背景画像は,鶴崎亜紀子様のコラージュ作品「照明スタンド: Lighting stand」です。
Movie: 灰路(haiji)様
投壜通信とは聞き慣れない言葉ですが,
ー手紙が入ったガラス瓶(壜)が浜辺に流れ着くー
そんな光景をご想像ください。
映画化もされた『Message in a Bottle(メッセージ・イン・ア・ボトル)』という米国のベストセラー小説もありましたね。
なお,詩の世界における意義としては,欄外の注1をご覧ください。
さて,本曲はこれまでに公開してきたオリジナル曲とは,少々事情が異なります。
Webの海に投稿されて漂い,時を経て私の岸辺に辿り着いたとある物語へのファンアートなのです。
製作の経緯は次のとおりです。
2020年5月末,恐る恐るTwitterを始めたばかりの頃,幾つかの「いいね」をいただきました。
とても嬉しかったです。
その中のお一人が,園田樹乃さんという方。
当時は存じ上げなかった小説家さんでした。
そのお返しにといってはなんですが,一二三文庫から発売されていたスローなラブストーリー『名前のない喫茶店』(2019年)を取り寄せて読んでみました。
すると,「織音籠(オリオンケージ)」というロックバンドの演奏シーンがありました。
神戸出身のドラマーであるYUKI(ユキ)が,阪神・淡路大震災(1995.1.17)が起きた1月に行うライブ限定で,オーディエンスが『レクイエム(鎮魂歌)』と呼ぶ曲を歌います。
そして,演奏が終わった後,「明日の朝が来る保証はどこにもないから,先延ばししていることがあったら,ためらわずに行動して後悔しないでほしい。」旨語りかけるのです(193-194pほか)。
音楽好きとしては,何かしらそのパフォーマンスが見え聴こえする気がして,園田先生に差し上げるファンアートとして,『レクイエム』を音源化してみたいと思いました。
さらに織音籠に関する物語が,日本最大級の小説投稿サイト「小説家になろう」で展開されていました(注2 その中で書籍化されたのが『名前のない喫茶店』です。)。
メンバーや関係者たちのおよそ60年間にも及ぶ年代記(クロニクル)です。
まずは,これらを読まずには進められないと思い,「織音籠クロニクル」の世界を横断するため,せっせとPDFデータをプリントアウトして読み込みました(注3)。
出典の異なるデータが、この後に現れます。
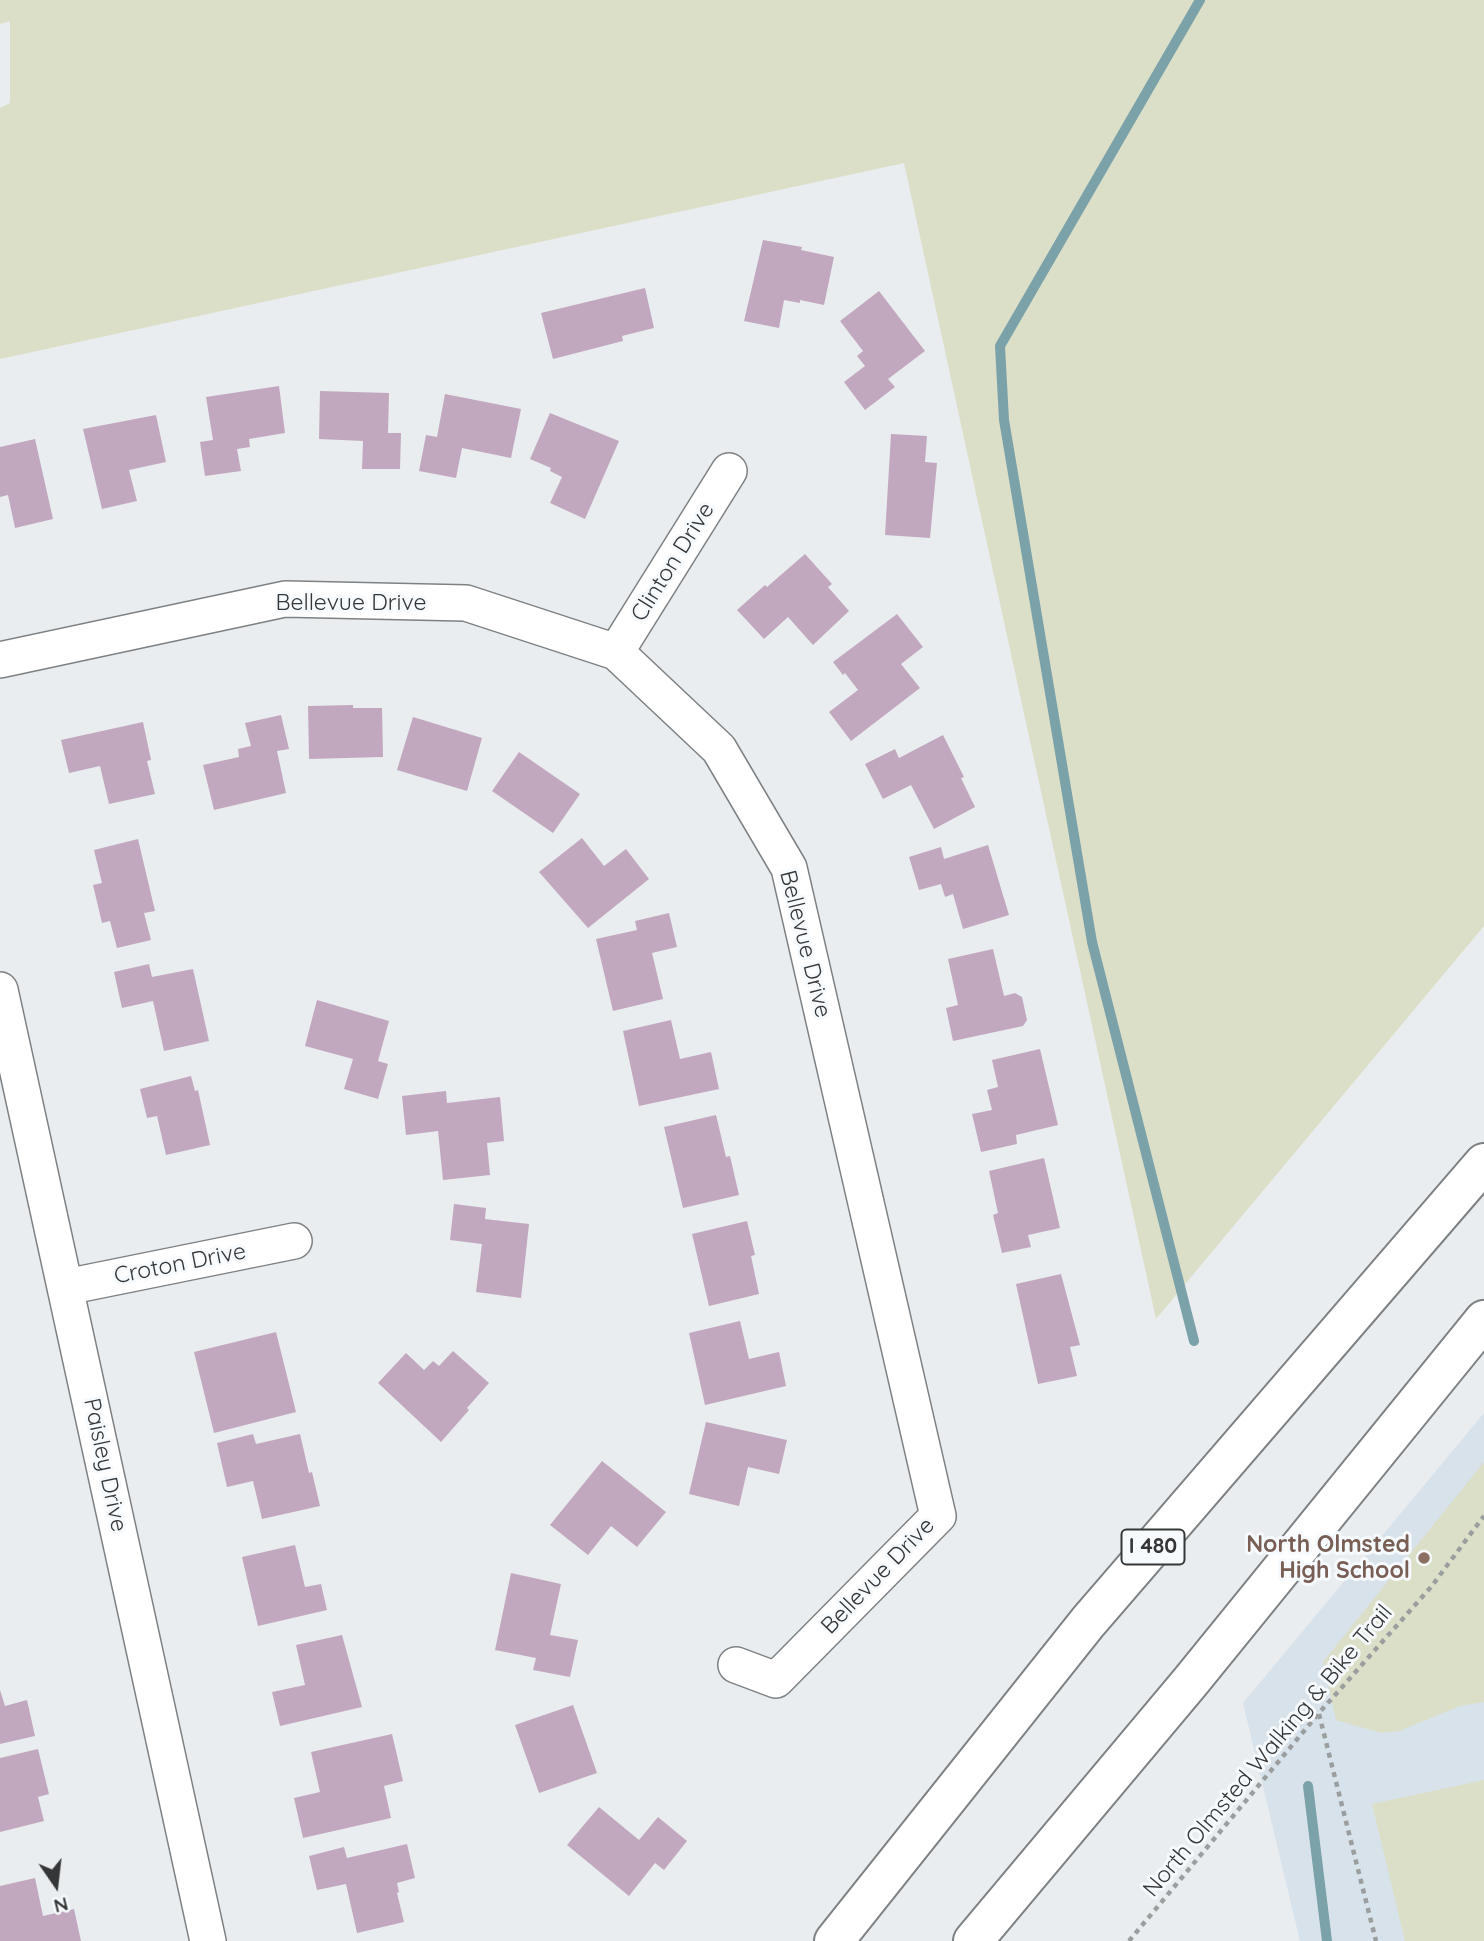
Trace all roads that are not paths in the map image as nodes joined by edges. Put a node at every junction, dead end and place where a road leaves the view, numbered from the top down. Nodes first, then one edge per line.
1 (729, 471) dead end
2 (616, 652) junction
3 (0, 660) edge
4 (0, 990) edge
5 (1484, 1163) edge
6 (294, 1241) dead end
7 (66, 1287) junction
8 (1484, 1320) edge
9 (736, 1665) dead end
10 (208, 1941) edge
11 (834, 1941) edge
12 (973, 1941) edge

1 - 2 street, Clinton Drive
2 - 3 street, Bellevue Drive
2 - 9 street, Bellevue Drive
4 - 7 street, Paisley Drive
5 - 11 highway, I 480
6 - 7 street, Croton Drive
7 - 10 street, Paisley Drive
8 - 12 highway

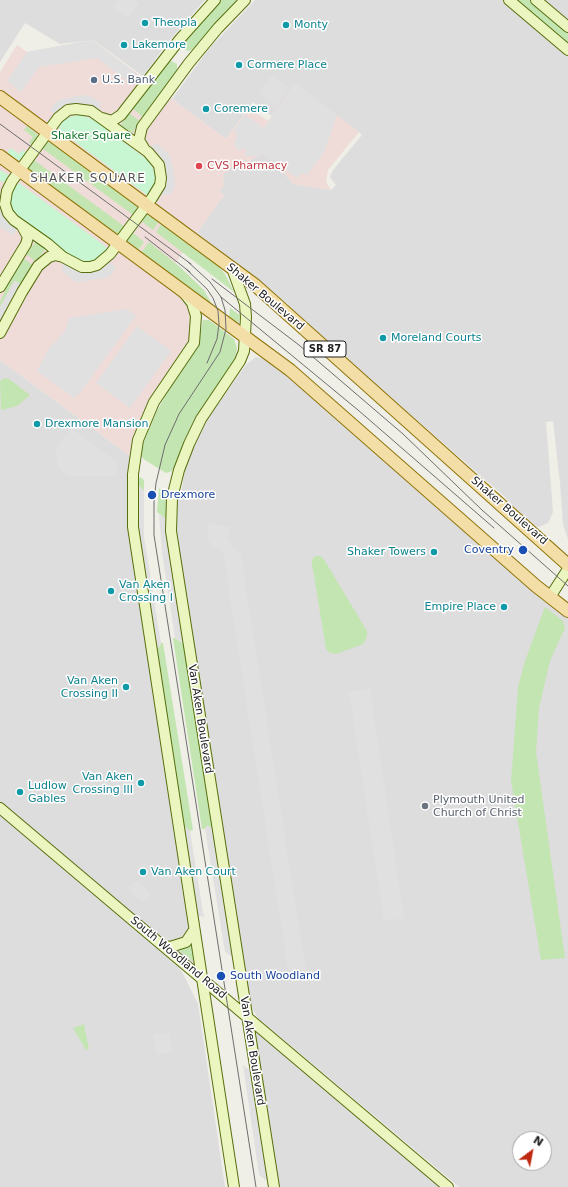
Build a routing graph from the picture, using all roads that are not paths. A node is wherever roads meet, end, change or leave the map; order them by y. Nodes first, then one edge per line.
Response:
1 (215, 0) edge
2 (245, 0) edge
3 (509, 0) edge
4 (536, 0) edge
5 (568, 27) edge
6 (568, 50) edge
7 (0, 97) edge
8 (99, 116) junction
9 (48, 132) junction
10 (148, 152) junction
11 (0, 156) edge
12 (19, 171) junction
13 (146, 205) junction
14 (22, 226) junction
15 (118, 243) junction
16 (63, 257) junction
17 (232, 268) junction
18 (0, 287) edge
19 (183, 292) junction
20 (0, 333) edge
21 (245, 337) junction
22 (568, 565) edge
23 (568, 569) edge
24 (550, 597) junction
25 (568, 611) edge
26 (0, 808) edge
27 (194, 930) junction
28 (162, 945) junction
29 (202, 978) junction
30 (246, 1016) junction
31 (234, 1187) edge
32 (274, 1187) edge
33 (448, 1187) edge

1 - 8 main road
2 - 10 main road
3 - 6 main road
4 - 5 main road
7 - 9 main road, Shaker Boulevard / SR 87
8 - 9 main road
8 - 10 main road
9 - 12 main road
9 - 13 main road, Shaker Boulevard / SR 87
10 - 13 main road
11 - 12 main road
12 - 14 main road
12 - 15 main road
13 - 15 main road
13 - 17 main road, Shaker Boulevard / SR 87
14 - 16 main road
14 - 18 main road
15 - 16 main road
15 - 19 main road
16 - 20 main road
17 - 21 main road, Van Aken Boulevard
17 - 22 main road, Shaker Boulevard / SR 87
19 - 21 main road
19 - 27 main road
21 - 24 main road
21 - 30 main road, Van Aken Boulevard
23 - 24 main road
24 - 25 main road
26 - 28 main road, South Woodland Road
27 - 28 main road
27 - 29 main road
28 - 29 main road, South Woodland Road
29 - 30 main road, South Woodland Road
29 - 31 main road
30 - 32 main road, Van Aken Boulevard
30 - 33 main road, South Woodland Road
それによって,「レクイエム」が誕生した背景事情を知ることとなりましたが,震災に関わる軽々しくはない内容であったことから,当事者でもない私がおいそれとYUKIの心情を代弁することは許されないし,仮に作ったとしても表面的な綺麗ごとになってしまうと痛感し,音源化することは断念しました。
ただし,その一方で,私が携わっても許されるのではないかと思われる場面がありました。
それは,YUKIが自分の居場所をめぐって迷子のようになってしまうお話です(YUKI視点の『透き通る彩り』,YUKIの彼女の悦ちゃん視点の『迷子の居場所』)。
ひょっとすると,私のオリジナル曲『この街は道標』のライナーノーツにもありますように,自分の故郷がどこなのかよくわからない私には,この「居場所」や「迷子」というキーワードがどうにも気に掛かったのかもしれません。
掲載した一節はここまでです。